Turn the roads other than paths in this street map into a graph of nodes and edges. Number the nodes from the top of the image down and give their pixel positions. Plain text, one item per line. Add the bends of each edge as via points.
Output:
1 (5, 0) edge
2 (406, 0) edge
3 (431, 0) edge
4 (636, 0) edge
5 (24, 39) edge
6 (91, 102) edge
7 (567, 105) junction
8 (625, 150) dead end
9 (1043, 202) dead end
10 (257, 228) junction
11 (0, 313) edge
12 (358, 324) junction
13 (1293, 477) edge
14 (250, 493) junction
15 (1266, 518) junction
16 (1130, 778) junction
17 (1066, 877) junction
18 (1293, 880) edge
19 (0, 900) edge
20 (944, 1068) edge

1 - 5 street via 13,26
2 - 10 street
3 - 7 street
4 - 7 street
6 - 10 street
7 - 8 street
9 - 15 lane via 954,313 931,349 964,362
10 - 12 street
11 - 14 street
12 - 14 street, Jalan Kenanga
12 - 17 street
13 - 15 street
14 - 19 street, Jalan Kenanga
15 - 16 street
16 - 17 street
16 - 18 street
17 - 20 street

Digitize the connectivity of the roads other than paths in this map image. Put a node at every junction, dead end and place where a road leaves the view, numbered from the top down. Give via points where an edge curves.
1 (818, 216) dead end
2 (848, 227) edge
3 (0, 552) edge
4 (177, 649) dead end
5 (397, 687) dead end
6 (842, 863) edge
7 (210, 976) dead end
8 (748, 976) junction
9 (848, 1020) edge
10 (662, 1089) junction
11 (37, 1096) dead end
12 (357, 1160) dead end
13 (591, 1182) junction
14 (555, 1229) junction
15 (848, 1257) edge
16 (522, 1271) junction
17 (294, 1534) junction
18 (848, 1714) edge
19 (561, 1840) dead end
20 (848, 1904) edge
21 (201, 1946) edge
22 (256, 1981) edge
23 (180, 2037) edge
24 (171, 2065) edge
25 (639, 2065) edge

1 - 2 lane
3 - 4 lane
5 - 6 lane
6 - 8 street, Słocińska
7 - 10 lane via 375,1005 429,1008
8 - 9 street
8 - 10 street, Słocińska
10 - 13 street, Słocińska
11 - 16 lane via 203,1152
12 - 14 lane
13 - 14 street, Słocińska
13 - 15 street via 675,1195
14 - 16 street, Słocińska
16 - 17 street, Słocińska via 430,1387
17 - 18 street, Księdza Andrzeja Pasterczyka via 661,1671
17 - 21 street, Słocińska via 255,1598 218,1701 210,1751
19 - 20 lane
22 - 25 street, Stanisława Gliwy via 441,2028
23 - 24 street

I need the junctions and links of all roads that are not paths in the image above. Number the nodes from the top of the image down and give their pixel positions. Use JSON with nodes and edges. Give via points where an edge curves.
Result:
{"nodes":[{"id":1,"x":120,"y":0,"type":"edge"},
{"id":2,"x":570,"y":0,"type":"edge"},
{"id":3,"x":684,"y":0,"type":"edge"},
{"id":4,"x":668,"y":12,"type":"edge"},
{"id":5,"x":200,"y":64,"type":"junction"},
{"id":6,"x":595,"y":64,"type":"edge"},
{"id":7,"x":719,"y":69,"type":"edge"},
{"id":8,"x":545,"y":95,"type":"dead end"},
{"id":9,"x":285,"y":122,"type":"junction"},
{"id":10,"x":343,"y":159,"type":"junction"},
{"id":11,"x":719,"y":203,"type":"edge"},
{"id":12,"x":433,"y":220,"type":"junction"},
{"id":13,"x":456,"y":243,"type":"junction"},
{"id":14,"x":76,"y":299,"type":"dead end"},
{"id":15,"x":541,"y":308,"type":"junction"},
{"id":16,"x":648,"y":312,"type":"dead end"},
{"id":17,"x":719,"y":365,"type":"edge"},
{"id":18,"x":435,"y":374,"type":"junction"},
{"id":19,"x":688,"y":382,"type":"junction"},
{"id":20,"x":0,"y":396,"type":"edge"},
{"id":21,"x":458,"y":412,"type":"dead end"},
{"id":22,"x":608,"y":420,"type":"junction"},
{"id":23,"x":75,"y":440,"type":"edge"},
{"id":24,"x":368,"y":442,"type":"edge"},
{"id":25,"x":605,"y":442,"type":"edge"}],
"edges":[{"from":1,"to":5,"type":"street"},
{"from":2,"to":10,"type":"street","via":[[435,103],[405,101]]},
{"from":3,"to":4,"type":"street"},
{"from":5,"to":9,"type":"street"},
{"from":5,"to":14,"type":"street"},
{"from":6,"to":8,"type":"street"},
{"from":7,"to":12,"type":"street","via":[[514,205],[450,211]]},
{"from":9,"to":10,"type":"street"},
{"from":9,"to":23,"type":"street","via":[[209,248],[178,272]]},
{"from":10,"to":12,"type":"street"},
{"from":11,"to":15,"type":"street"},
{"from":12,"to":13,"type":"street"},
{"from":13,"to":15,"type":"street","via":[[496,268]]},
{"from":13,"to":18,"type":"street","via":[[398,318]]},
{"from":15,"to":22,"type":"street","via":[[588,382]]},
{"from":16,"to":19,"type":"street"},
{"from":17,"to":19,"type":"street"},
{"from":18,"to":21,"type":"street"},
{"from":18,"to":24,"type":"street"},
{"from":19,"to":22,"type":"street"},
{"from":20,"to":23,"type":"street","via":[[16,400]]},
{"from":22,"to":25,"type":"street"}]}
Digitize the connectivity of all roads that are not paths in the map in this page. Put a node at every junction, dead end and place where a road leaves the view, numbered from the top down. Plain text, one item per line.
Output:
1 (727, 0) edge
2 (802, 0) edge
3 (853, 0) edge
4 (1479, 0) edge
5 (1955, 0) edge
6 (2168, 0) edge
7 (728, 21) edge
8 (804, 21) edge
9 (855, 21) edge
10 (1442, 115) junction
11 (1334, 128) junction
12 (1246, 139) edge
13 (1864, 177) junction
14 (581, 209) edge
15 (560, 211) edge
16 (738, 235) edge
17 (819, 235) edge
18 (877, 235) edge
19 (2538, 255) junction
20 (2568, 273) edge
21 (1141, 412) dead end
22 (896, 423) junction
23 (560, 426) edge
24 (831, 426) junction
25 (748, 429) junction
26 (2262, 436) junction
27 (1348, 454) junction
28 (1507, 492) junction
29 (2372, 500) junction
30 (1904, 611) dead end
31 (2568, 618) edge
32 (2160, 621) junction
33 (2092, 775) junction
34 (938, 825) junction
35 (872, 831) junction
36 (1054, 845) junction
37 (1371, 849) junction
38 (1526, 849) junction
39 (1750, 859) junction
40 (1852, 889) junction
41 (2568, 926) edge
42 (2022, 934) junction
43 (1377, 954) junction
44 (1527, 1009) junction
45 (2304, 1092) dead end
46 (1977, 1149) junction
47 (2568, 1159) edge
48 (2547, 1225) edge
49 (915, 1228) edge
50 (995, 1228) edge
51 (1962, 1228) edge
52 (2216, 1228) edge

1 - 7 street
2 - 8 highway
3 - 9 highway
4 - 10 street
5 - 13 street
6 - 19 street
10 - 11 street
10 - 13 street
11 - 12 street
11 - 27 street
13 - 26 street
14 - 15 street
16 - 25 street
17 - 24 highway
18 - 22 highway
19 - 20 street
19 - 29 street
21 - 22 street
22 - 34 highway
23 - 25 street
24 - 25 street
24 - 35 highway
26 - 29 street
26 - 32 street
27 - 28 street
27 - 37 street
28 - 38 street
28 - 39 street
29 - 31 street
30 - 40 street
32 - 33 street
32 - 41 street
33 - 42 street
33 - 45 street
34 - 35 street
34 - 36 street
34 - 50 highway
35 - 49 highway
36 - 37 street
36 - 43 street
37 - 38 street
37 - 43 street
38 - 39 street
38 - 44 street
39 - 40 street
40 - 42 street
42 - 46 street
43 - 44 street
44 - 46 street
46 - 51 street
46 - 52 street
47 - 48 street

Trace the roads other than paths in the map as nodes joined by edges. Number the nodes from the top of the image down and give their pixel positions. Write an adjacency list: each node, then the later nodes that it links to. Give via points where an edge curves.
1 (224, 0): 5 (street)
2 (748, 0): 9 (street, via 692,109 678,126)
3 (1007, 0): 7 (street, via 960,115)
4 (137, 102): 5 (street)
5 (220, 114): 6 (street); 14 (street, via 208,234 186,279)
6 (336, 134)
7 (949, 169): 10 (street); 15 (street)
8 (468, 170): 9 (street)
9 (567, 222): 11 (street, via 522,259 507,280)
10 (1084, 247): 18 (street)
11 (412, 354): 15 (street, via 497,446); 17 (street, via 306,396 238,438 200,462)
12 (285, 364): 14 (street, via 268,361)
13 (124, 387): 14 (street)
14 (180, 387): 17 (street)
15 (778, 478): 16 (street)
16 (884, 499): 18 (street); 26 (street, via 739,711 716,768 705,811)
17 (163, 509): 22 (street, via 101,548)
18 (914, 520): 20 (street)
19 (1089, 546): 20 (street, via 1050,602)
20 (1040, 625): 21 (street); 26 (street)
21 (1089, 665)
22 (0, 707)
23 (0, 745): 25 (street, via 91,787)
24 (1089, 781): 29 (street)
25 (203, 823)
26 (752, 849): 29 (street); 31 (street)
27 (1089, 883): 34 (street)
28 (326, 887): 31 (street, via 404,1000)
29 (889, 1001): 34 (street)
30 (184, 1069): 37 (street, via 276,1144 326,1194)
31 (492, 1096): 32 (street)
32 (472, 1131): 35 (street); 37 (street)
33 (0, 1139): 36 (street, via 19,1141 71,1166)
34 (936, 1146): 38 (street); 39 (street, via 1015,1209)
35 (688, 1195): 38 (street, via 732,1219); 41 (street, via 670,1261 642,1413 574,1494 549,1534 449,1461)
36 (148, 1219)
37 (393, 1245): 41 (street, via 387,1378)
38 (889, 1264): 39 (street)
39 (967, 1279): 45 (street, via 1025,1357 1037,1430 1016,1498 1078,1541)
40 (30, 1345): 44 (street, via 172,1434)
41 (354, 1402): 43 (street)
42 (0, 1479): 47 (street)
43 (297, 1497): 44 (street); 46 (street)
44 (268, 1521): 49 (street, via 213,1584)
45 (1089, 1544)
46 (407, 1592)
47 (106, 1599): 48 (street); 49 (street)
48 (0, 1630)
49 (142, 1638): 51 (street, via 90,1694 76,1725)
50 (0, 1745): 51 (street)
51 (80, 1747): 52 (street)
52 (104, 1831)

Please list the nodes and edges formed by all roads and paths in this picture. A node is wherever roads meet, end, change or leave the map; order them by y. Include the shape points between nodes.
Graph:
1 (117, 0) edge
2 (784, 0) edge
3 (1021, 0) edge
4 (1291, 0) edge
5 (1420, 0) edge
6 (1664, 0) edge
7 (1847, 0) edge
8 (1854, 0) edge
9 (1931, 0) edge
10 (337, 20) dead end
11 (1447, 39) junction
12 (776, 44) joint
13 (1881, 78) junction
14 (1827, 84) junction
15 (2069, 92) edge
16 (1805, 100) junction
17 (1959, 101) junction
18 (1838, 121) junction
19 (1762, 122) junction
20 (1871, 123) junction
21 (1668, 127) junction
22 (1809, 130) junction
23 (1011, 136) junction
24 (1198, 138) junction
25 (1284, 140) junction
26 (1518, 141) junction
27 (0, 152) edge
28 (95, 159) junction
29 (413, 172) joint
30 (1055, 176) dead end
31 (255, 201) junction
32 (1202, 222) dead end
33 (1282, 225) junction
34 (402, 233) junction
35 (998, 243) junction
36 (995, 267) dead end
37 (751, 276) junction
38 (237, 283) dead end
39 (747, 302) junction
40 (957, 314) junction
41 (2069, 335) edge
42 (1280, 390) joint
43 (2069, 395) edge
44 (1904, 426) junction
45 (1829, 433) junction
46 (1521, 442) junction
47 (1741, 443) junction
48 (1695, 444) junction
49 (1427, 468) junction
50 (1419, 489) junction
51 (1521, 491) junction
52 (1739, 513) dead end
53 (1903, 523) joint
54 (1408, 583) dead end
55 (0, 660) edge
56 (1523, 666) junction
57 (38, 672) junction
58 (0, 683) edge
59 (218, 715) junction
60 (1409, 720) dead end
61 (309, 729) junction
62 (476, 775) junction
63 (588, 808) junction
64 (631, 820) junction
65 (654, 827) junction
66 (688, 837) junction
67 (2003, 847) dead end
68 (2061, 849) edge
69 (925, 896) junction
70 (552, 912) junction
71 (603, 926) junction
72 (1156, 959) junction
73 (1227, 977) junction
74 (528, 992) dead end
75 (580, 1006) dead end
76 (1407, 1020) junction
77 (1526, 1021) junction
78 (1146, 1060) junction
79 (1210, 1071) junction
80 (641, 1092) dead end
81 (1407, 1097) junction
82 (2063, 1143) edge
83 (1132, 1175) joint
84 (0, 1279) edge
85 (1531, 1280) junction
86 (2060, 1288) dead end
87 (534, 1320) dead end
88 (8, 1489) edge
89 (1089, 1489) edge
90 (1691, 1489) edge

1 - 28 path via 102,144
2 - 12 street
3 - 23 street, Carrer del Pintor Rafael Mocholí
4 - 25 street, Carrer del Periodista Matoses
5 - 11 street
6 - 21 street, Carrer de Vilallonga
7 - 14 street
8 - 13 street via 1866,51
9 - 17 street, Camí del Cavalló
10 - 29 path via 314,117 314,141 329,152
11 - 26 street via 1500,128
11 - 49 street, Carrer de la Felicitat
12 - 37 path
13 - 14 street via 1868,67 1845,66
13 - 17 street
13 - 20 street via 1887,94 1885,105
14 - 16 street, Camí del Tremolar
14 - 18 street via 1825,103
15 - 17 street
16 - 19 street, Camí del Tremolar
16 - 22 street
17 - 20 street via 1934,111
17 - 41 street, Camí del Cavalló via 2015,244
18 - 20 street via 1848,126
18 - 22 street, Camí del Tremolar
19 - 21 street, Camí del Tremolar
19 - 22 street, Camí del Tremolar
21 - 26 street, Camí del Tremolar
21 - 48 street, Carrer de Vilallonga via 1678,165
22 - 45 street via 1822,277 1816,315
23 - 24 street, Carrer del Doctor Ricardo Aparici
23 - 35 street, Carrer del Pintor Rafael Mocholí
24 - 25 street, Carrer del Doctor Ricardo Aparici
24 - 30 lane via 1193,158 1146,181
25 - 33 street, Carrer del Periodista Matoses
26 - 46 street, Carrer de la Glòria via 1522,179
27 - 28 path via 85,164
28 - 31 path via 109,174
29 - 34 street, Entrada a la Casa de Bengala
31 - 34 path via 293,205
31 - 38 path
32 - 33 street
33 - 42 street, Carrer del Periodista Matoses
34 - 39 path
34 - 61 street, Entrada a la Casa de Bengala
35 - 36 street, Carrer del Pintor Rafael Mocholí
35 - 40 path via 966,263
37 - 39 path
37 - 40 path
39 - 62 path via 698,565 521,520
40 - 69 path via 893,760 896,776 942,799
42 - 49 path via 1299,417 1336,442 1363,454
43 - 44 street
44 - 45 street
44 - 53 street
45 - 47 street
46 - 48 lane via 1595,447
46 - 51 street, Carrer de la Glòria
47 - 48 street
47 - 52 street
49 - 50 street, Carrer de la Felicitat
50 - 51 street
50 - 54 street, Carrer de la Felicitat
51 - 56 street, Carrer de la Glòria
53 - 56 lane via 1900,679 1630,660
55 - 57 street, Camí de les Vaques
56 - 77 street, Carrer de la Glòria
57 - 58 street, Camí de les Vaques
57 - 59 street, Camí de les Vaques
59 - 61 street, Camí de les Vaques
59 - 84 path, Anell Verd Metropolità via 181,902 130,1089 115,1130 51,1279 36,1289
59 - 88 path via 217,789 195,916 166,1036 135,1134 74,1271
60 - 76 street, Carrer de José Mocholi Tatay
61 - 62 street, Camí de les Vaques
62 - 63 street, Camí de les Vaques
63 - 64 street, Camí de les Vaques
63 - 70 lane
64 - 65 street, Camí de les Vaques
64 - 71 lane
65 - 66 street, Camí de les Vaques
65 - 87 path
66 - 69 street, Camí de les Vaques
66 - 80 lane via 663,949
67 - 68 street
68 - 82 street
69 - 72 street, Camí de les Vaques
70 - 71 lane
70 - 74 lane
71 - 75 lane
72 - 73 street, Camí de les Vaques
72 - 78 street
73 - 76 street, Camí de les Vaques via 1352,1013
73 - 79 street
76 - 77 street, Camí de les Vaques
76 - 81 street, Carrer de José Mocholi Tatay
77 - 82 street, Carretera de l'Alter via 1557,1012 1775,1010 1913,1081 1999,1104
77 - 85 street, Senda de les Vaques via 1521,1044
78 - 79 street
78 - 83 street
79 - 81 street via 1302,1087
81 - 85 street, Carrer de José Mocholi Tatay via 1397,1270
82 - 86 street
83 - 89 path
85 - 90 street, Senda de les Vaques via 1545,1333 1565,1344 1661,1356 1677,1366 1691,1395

* * * * *

▶ YOUR TASK: Check each line of the records for the word "Mocholí", and show the lines that contain it.

▶ RESPONSE BELOW:
3 - 23 street, Carrer del Pintor Rafael Mocholí
23 - 35 street, Carrer del Pintor Rafael Mocholí
35 - 36 street, Carrer del Pintor Rafael Mocholí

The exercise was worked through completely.